Nor is there any reason to believe that appropriate medical attention will not be given to individuals in the U.S. at whatever prison they are held. The American judicial system has as much experience treating prisoners with mental health conditions as its European counterparts, and the ECHR had previously accepted the existence of an extensive U.S. system of procedural and legal protections, as well as medical and psychiatric services.
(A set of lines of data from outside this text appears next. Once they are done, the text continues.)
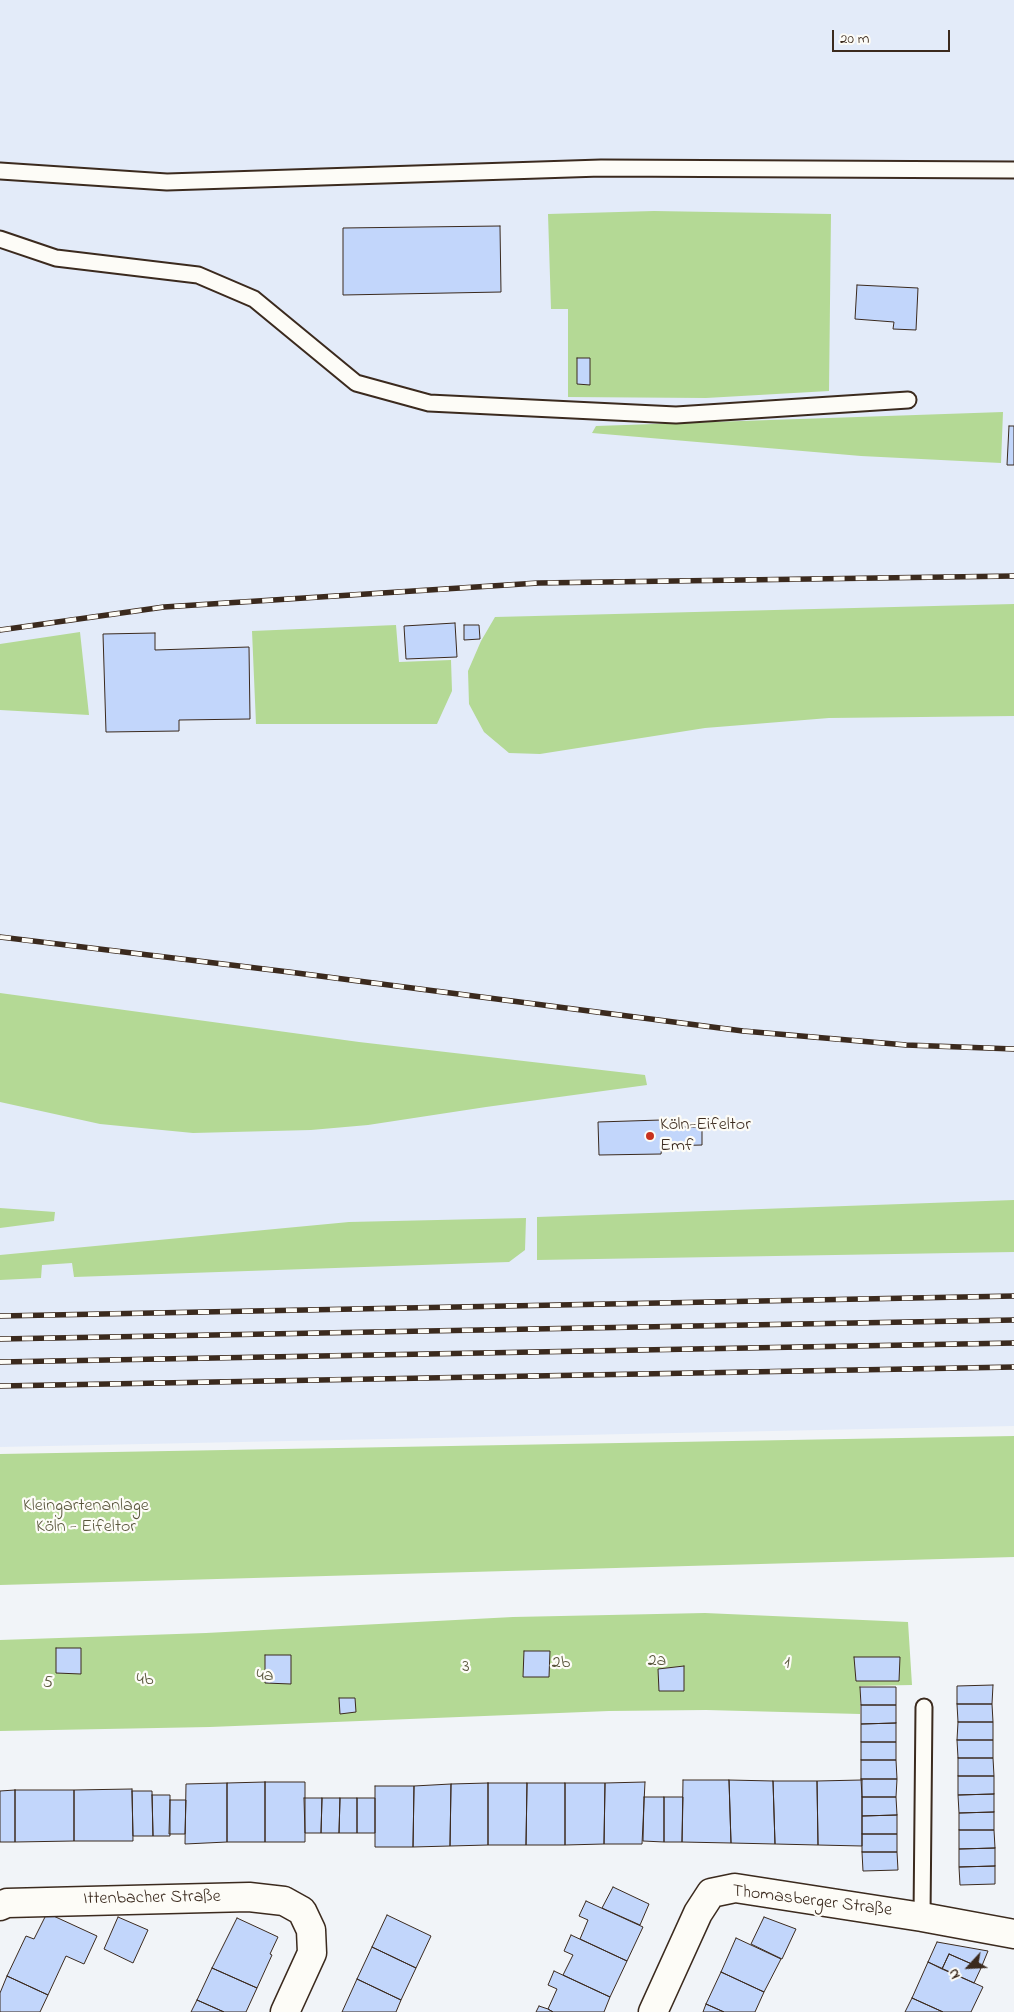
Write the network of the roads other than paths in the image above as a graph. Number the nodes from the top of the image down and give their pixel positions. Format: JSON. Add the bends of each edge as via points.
{"nodes":[{"id":1,"x":1014,"y":170,"type":"edge"},
{"id":2,"x":0,"y":171,"type":"edge"},
{"id":3,"x":0,"y":239,"type":"edge"},
{"id":4,"x":908,"y":400,"type":"dead end"},
{"id":5,"x":924,"y":1706,"type":"dead end"},
{"id":6,"x":0,"y":1906,"type":"edge"},
{"id":7,"x":922,"y":1917,"type":"junction"},
{"id":8,"x":1014,"y":1934,"type":"edge"},
{"id":9,"x":285,"y":2012,"type":"edge"},
{"id":10,"x":653,"y":2012,"type":"edge"}],
"edges":[{"from":1,"to":2,"type":"lane","via":[[601,168],[167,182]]},
{"from":3,"to":4,"type":"lane","via":[[56,258],[198,275],[254,299],[356,383],[429,403],[676,416]]},
{"from":5,"to":7,"type":"lane"},
{"from":6,"to":9,"type":"street","name":"Ittenbacher Straße","via":[[7,1903],[249,1897],[284,1900],[302,1911],[310,1930],[312,1953]]},
{"from":7,"to":8,"type":"street","name":"Thomasberger Straße"},
{"from":7,"to":10,"type":"street","name":"Thomasberger Straße","via":[[735,1888],[711,1894],[698,1913]]}]}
On the third matter about conviction and sentencing, it is not improbable that a person convicted of terrorist offenses will be sent to a high-level security prison. But again, this does not mean that there will be not be appropriate treatment of a prisoner with a medical condition. Moreover, the ECHR’s ruling contradicts its own previous findings by characterizing ADX Florence as enforcing “long periods of social isolation” after finding in the Ahmad case that isolation was “partial and relative.”
It also relies heavily on speculative assertions about what might happen to Ahmad. These assertions infringe on the right of the U.S. to operate its own system for deciding where to hold prisoners, a system that the ECHR itself described as “accessible and rational.” It concluded that, because Aswat faces “an uncertain future in an as yet undetermined institution,” the protections and services that the U.S. provides might be inadequate. This assertion is groundless and offensive.
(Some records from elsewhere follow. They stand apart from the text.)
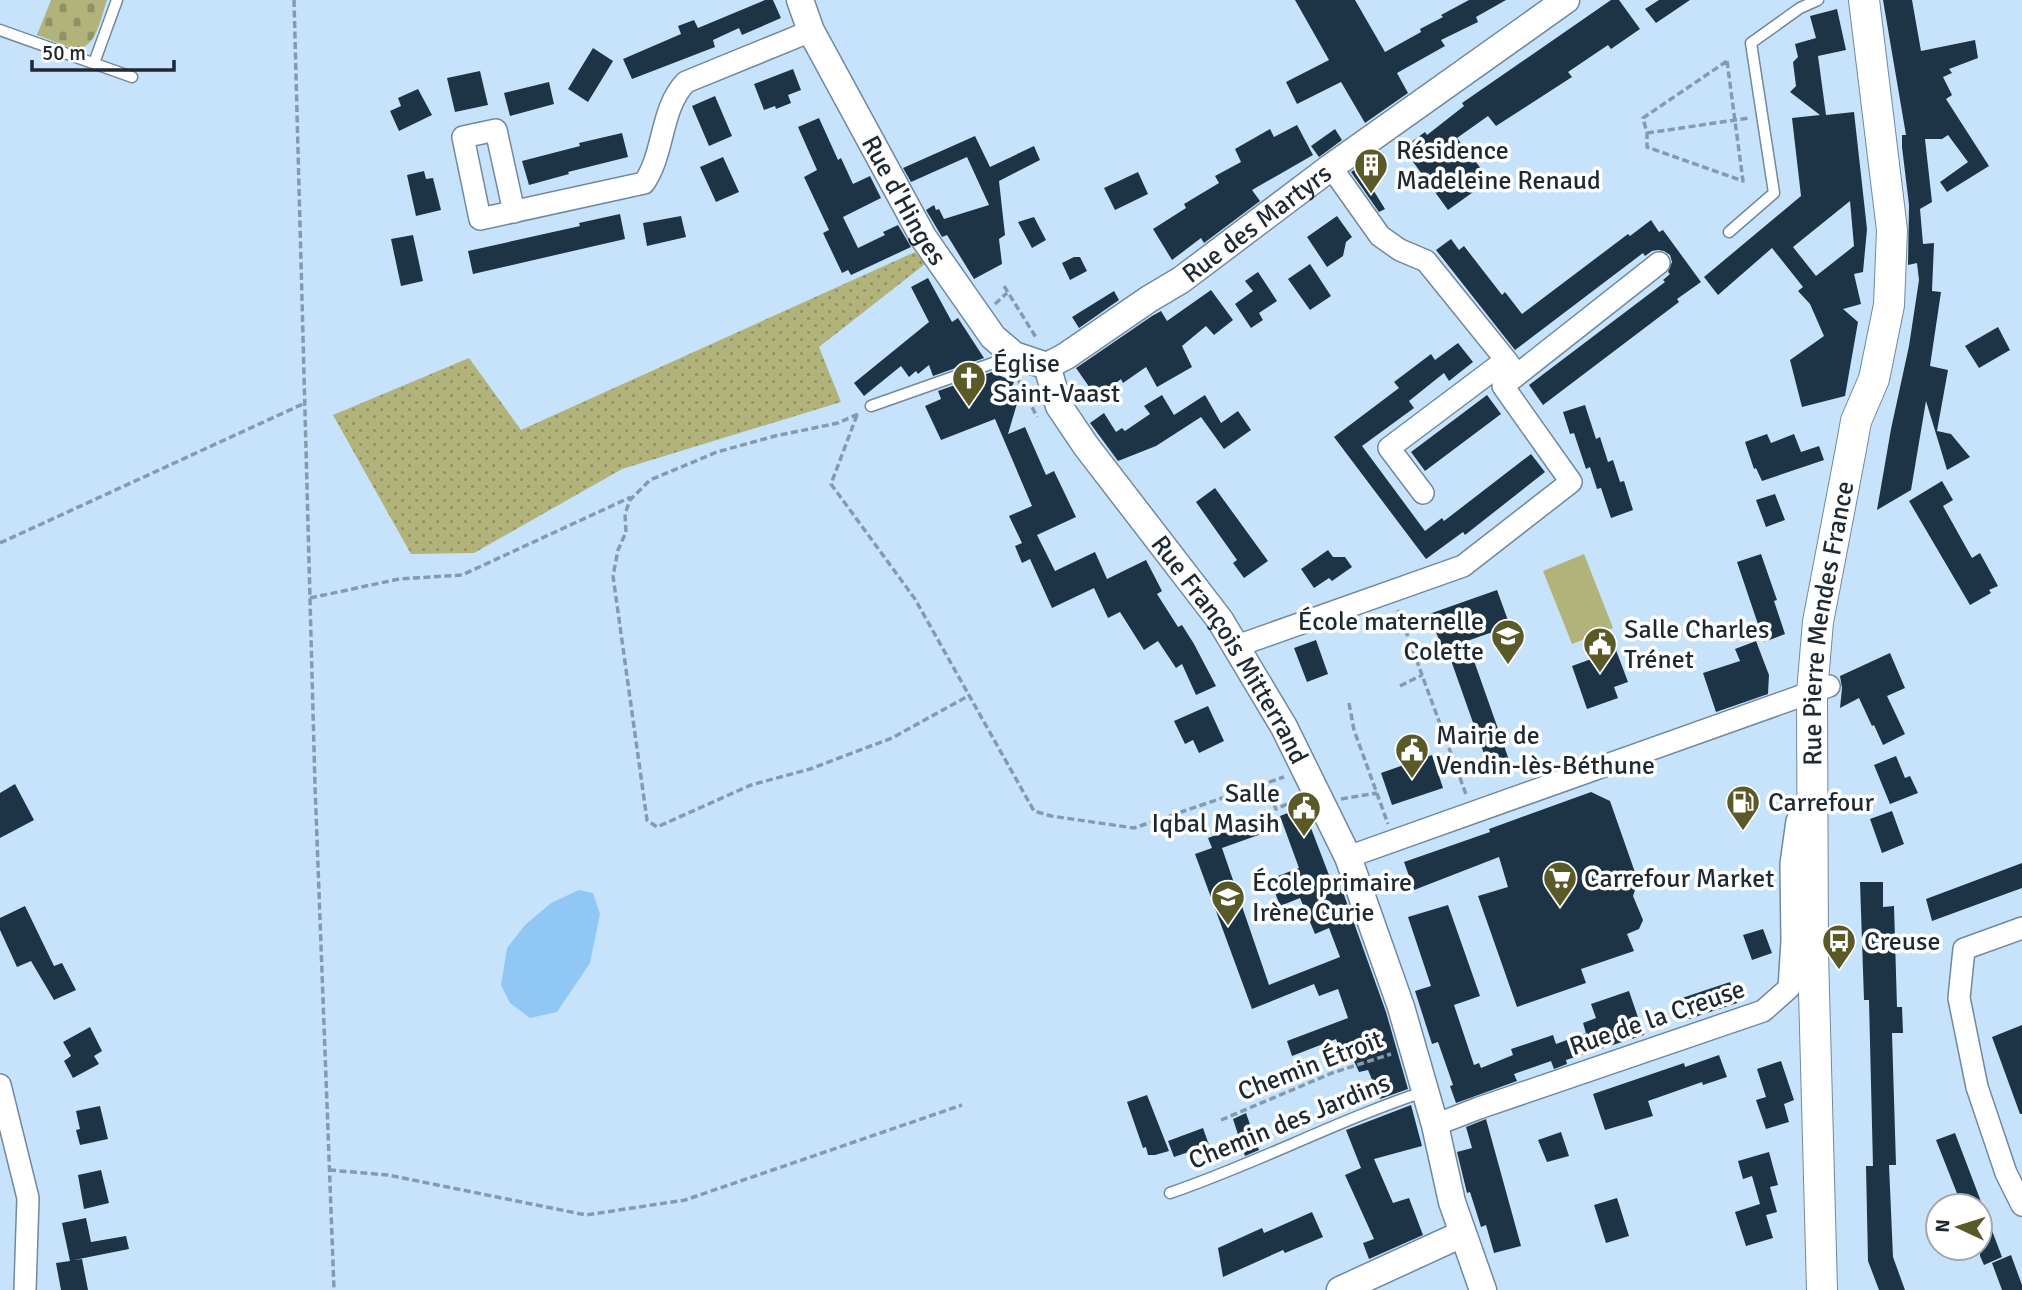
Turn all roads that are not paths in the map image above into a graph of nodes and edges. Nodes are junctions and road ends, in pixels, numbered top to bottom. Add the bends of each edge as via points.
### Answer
1 (117, 0) edge
2 (800, 0) edge
3 (1818, 0) edge
4 (1864, 0) edge
5 (1555, 3) edge
6 (0, 30) edge
7 (811, 31) junction
8 (94, 63) junction
9 (132, 76) dead end
10 (1331, 167) junction
11 (514, 212) dead end
12 (1730, 232) dead end
13 (1659, 263) dead end
14 (1004, 359) junction
15 (1056, 361) junction
16 (1512, 367) junction
17 (870, 406) road end
18 (1423, 493) dead end
19 (1237, 646) junction
20 (1820, 689) junction
21 (1810, 799) junction
22 (1348, 857) junction
23 (2022, 928) edge
24 (0, 1085) edge
25 (1426, 1091) junction
26 (1435, 1125) junction
27 (1170, 1193) dead end
28 (2022, 1205) edge
29 (1462, 1234) junction
30 (25, 1290) edge
31 (1340, 1290) edge
32 (1483, 1290) edge
33 (1822, 1290) edge
34 (1841, 1290) edge

1 - 8 lane
2 - 7 street, Rue d'Hinges
3 - 12 lane via 1751,43 1774,193
4 - 20 main road, Rue Pierre Mendes France via 1892,230 1889,304 1874,379 1857,421 1818,622
5 - 10 street, Rue des Martyrs
6 - 8 lane
7 - 11 street via 686,82 675,93 653,169 644,183
7 - 14 street, Rue d'Hinges via 923,237
8 - 9 lane
10 - 15 street, Rue des Martyrs via 1181,280
10 - 16 street via 1380,236 1426,261
13 - 16 street
14 - 15 street, Rue d'Hinges
14 - 17 lane
15 - 19 street, Rue François Mitterrand via 1059,406
16 - 18 street via 1389,448
16 - 19 street via 1503,386 1571,482 1463,566
19 - 22 street, Rue François Mitterrand via 1284,727
20 - 21 main road, Rue Pierre Mendes France
20 - 22 street
20 - 34 main road, Rue Pierre Mendes France via 1828,755
21 - 26 street, Rue de la Creuse via 1797,821 1791,864 1789,988 1763,1012
21 - 33 main road, Rue Pierre Mendes France
22 - 25 street, Rue François Mitterrand
23 - 28 street via 1964,949 1959,998 1977,1087 2006,1173
24 - 30 street via 28,1198
25 - 26 street, Rue François Mitterrand
25 - 27 lane, Chemin des Jardins
26 - 29 street, Rue François Mitterrand
29 - 31 street
29 - 32 street, Rue François Mitterrand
By deciding for Aswat, the ECHR has refused to accept the repeated conclusion of British courts that Aswat can be extradited. It has incentivized future suspects to play the mental illness card. It has rejected its own previous conclusions about the nature and protections of the U.S. judicial and prison systems and ruled on the basis of its hypothetical speculations that these protections might be inadequate. It has asserted that, if an individual subject to extradition lacks “the support of family and friends” in, and ties to, the country that seeks extradition, the barrier to extradition is even higher, a conclusion that could be advanced against many extradition cases.
In short, the ECHR’s decision in the Aswat case is a serious assault on the sovereignty of both Britain and the United States. It relies on spurious accusations against the U.S. legal and judicial system, an assault that opens the way for further challenges to the modern and effective Anglo–American extradition system. It also offers additional and compelling evidence for the conclusion that the ECHR is a political body, not a judicial one, with a steadily increasing tendency to rule against Britain and thus that Britain should withdraw from its jurisdiction. The U.S. should support Britain as it defends its sovereignty from over-reaching European political institutions.
Ted R. Bromund, PhD, is Senior Research Fellow in Anglo–American Relations in the Margaret Thatcher Center for Freedom, a division of the Kathryn and Shelby Cullom Davis Institute for International Studies, at The Heritage Foundation. Andrew Robert James Southam is a former extradition case officer in the International Criminal Policy Directorate of the U.K. Home Office.